--- START ---
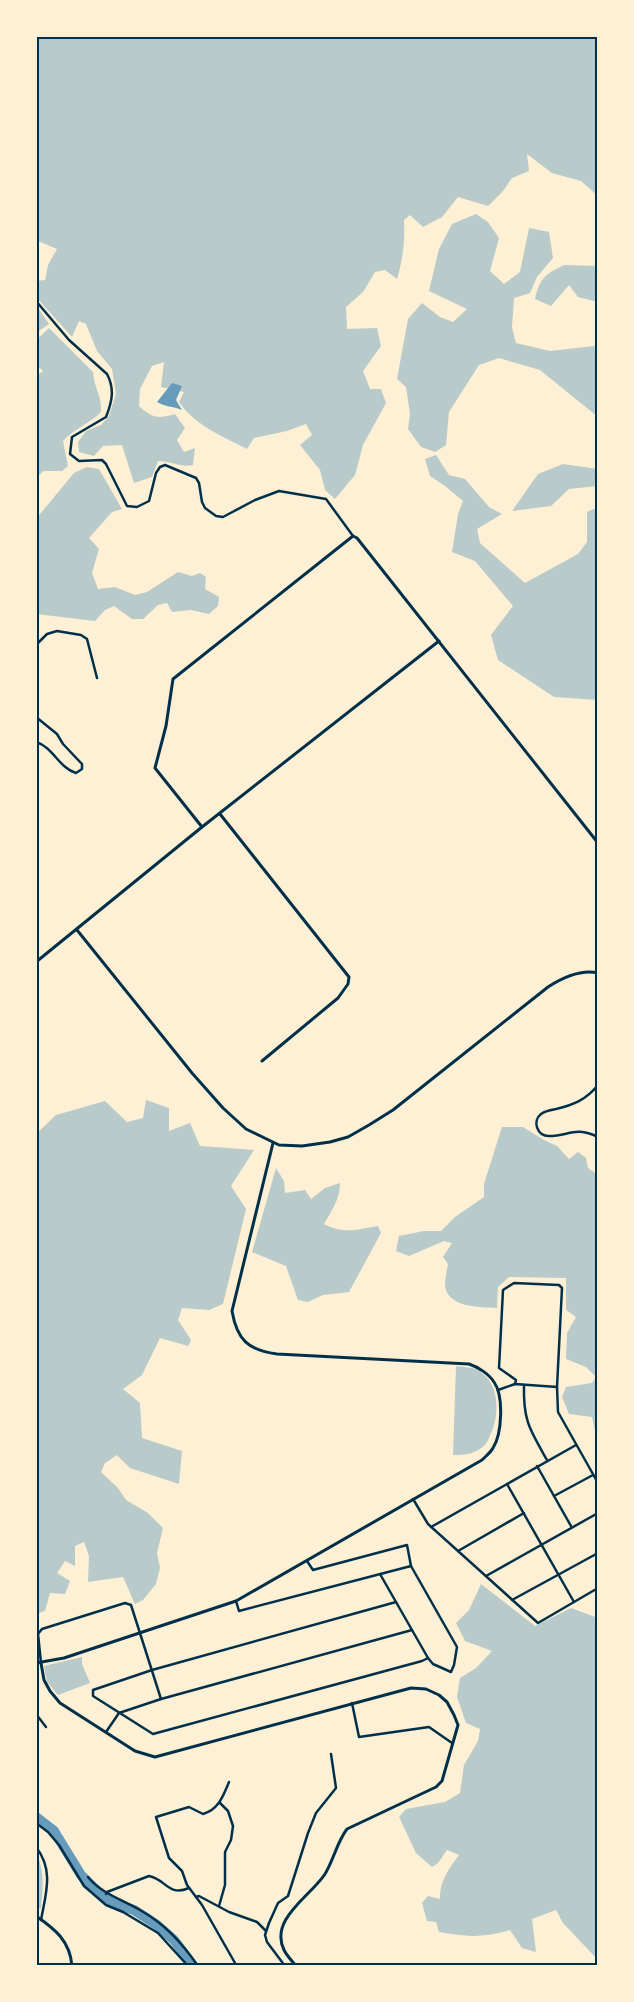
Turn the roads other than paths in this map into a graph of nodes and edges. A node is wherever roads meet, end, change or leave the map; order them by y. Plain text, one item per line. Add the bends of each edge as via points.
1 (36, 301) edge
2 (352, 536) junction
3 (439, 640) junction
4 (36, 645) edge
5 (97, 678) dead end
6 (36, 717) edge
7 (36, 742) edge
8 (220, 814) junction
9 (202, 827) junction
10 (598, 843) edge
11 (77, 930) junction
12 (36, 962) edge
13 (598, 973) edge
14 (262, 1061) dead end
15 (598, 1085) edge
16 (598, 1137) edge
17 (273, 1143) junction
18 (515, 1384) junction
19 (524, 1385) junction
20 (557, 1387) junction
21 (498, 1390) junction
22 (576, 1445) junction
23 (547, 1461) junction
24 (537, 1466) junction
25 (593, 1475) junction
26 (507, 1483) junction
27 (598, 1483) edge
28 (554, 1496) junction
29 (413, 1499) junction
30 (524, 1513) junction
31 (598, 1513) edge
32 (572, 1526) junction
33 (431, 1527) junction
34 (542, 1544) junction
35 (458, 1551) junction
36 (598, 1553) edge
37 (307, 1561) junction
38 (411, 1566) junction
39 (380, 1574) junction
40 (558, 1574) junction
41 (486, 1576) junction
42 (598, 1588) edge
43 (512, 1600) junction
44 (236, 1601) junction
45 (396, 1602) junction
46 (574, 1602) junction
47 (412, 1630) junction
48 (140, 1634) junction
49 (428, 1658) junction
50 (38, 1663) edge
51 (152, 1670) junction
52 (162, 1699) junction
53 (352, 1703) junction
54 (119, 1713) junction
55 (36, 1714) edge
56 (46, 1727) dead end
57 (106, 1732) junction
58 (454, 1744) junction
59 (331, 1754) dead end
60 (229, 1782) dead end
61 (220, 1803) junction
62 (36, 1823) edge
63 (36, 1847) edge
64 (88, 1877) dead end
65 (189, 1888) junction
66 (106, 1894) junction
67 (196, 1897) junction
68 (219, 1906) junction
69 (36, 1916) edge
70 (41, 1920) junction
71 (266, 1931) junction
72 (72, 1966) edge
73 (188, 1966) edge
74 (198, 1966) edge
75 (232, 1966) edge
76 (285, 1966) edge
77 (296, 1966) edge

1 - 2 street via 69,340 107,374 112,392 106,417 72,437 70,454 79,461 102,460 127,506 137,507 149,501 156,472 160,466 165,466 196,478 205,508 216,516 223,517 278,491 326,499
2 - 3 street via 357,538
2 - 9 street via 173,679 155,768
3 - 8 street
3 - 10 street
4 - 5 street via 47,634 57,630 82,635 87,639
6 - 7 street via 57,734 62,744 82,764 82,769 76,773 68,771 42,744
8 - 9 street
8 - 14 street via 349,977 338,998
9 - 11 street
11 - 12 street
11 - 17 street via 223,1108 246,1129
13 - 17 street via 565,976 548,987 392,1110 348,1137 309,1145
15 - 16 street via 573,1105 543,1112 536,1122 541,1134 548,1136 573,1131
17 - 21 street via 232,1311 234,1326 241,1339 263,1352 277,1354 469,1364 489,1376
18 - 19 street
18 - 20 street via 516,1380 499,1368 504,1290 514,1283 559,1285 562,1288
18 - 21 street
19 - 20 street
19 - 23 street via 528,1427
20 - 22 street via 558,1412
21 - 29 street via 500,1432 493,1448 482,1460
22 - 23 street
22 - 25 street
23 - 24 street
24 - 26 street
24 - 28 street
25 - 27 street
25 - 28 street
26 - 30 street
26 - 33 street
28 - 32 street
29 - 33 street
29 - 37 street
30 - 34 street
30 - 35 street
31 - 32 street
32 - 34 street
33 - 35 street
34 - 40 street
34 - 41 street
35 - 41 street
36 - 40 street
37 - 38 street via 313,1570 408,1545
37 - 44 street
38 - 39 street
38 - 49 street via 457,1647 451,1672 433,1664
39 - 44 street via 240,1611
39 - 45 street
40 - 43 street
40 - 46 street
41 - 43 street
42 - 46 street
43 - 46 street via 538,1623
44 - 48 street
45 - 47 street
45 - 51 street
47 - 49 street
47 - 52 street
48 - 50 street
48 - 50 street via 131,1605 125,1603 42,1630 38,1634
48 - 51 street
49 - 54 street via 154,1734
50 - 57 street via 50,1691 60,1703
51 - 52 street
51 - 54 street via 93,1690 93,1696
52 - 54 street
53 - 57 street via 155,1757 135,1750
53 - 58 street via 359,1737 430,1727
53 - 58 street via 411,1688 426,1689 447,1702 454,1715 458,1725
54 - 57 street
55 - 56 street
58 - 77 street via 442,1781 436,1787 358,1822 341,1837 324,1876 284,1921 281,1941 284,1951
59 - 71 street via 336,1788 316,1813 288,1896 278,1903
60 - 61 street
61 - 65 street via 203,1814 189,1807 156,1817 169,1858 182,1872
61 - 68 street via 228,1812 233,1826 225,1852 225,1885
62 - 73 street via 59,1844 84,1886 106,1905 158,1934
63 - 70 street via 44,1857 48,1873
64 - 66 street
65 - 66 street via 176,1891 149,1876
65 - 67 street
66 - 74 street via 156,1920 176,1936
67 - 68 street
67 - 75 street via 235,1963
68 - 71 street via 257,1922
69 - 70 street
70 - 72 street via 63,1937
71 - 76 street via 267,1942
--- END ---
• Work to complete: The copy should match the records above exactly, except that pictures are dropped.

• Answer to this exercise:
Turn the roads other than paths in this map into a graph of nodes and edges. A node is wherever roads meet, end, change or leave the map; order them by y. Plain text, one item per line. Add the bends of each edge as via points.
1 (36, 301) edge
2 (352, 536) junction
3 (439, 640) junction
4 (36, 645) edge
5 (97, 678) dead end
6 (36, 717) edge
7 (36, 742) edge
8 (220, 814) junction
9 (202, 827) junction
10 (598, 843) edge
11 (77, 930) junction
12 (36, 962) edge
13 (598, 973) edge
14 (262, 1061) dead end
15 (598, 1085) edge
16 (598, 1137) edge
17 (273, 1143) junction
18 (515, 1384) junction
19 (524, 1385) junction
20 (557, 1387) junction
21 (498, 1390) junction
22 (576, 1445) junction
23 (547, 1461) junction
24 (537, 1466) junction
25 (593, 1475) junction
26 (507, 1483) junction
27 (598, 1483) edge
28 (554, 1496) junction
29 (413, 1499) junction
30 (524, 1513) junction
31 (598, 1513) edge
32 (572, 1526) junction
33 (431, 1527) junction
34 (542, 1544) junction
35 (458, 1551) junction
36 (598, 1553) edge
37 (307, 1561) junction
38 (411, 1566) junction
39 (380, 1574) junction
40 (558, 1574) junction
41 (486, 1576) junction
42 (598, 1588) edge
43 (512, 1600) junction
44 (236, 1601) junction
45 (396, 1602) junction
46 (574, 1602) junction
47 (412, 1630) junction
48 (140, 1634) junction
49 (428, 1658) junction
50 (38, 1663) edge
51 (152, 1670) junction
52 (162, 1699) junction
53 (352, 1703) junction
54 (119, 1713) junction
55 (36, 1714) edge
56 (46, 1727) dead end
57 (106, 1732) junction
58 (454, 1744) junction
59 (331, 1754) dead end
60 (229, 1782) dead end
61 (220, 1803) junction
62 (36, 1823) edge
63 (36, 1847) edge
64 (88, 1877) dead end
65 (189, 1888) junction
66 (106, 1894) junction
67 (196, 1897) junction
68 (219, 1906) junction
69 (36, 1916) edge
70 (41, 1920) junction
71 (266, 1931) junction
72 (72, 1966) edge
73 (188, 1966) edge
74 (198, 1966) edge
75 (232, 1966) edge
76 (285, 1966) edge
77 (296, 1966) edge

1 - 2 street via 69,340 107,374 112,392 106,417 72,437 70,454 79,461 102,460 127,506 137,507 149,501 156,472 160,466 165,466 196,478 205,508 216,516 223,517 278,491 326,499
2 - 3 street via 357,538
2 - 9 street via 173,679 155,768
3 - 8 street
3 - 10 street
4 - 5 street via 47,634 57,630 82,635 87,639
6 - 7 street via 57,734 62,744 82,764 82,769 76,773 68,771 42,744
8 - 9 street
8 - 14 street via 349,977 338,998
9 - 11 street
11 - 12 street
11 - 17 street via 223,1108 246,1129
13 - 17 street via 565,976 548,987 392,1110 348,1137 309,1145
15 - 16 street via 573,1105 543,1112 536,1122 541,1134 548,1136 573,1131
17 - 21 street via 232,1311 234,1326 241,1339 263,1352 277,1354 469,1364 489,1376
18 - 19 street
18 - 20 street via 516,1380 499,1368 504,1290 514,1283 559,1285 562,1288
18 - 21 street
19 - 20 street
19 - 23 street via 528,1427
20 - 22 street via 558,1412
21 - 29 street via 500,1432 493,1448 482,1460
22 - 23 street
22 - 25 street
23 - 24 street
24 - 26 street
24 - 28 street
25 - 27 street
25 - 28 street
26 - 30 street
26 - 33 street
28 - 32 street
29 - 33 street
29 - 37 street
30 - 34 street
30 - 35 street
31 - 32 street
32 - 34 street
33 - 35 street
34 - 40 street
34 - 41 street
35 - 41 street
36 - 40 street
37 - 38 street via 313,1570 408,1545
37 - 44 street
38 - 39 street
38 - 49 street via 457,1647 451,1672 433,1664
39 - 44 street via 240,1611
39 - 45 street
40 - 43 street
40 - 46 street
41 - 43 street
42 - 46 street
43 - 46 street via 538,1623
44 - 48 street
45 - 47 street
45 - 51 street
47 - 49 street
47 - 52 street
48 - 50 street
48 - 50 street via 131,1605 125,1603 42,1630 38,1634
48 - 51 street
49 - 54 street via 154,1734
50 - 57 street via 50,1691 60,1703
51 - 52 street
51 - 54 street via 93,1690 93,1696
52 - 54 street
53 - 57 street via 155,1757 135,1750
53 - 58 street via 359,1737 430,1727
53 - 58 street via 411,1688 426,1689 447,1702 454,1715 458,1725
54 - 57 street
55 - 56 street
58 - 77 street via 442,1781 436,1787 358,1822 341,1837 324,1876 284,1921 281,1941 284,1951
59 - 71 street via 336,1788 316,1813 288,1896 278,1903
60 - 61 street
61 - 65 street via 203,1814 189,1807 156,1817 169,1858 182,1872
61 - 68 street via 228,1812 233,1826 225,1852 225,1885
62 - 73 street via 59,1844 84,1886 106,1905 158,1934
63 - 70 street via 44,1857 48,1873
64 - 66 street
65 - 66 street via 176,1891 149,1876
65 - 67 street
66 - 74 street via 156,1920 176,1936
67 - 68 street
67 - 75 street via 235,1963
68 - 71 street via 257,1922
69 - 70 street
70 - 72 street via 63,1937
71 - 76 street via 267,1942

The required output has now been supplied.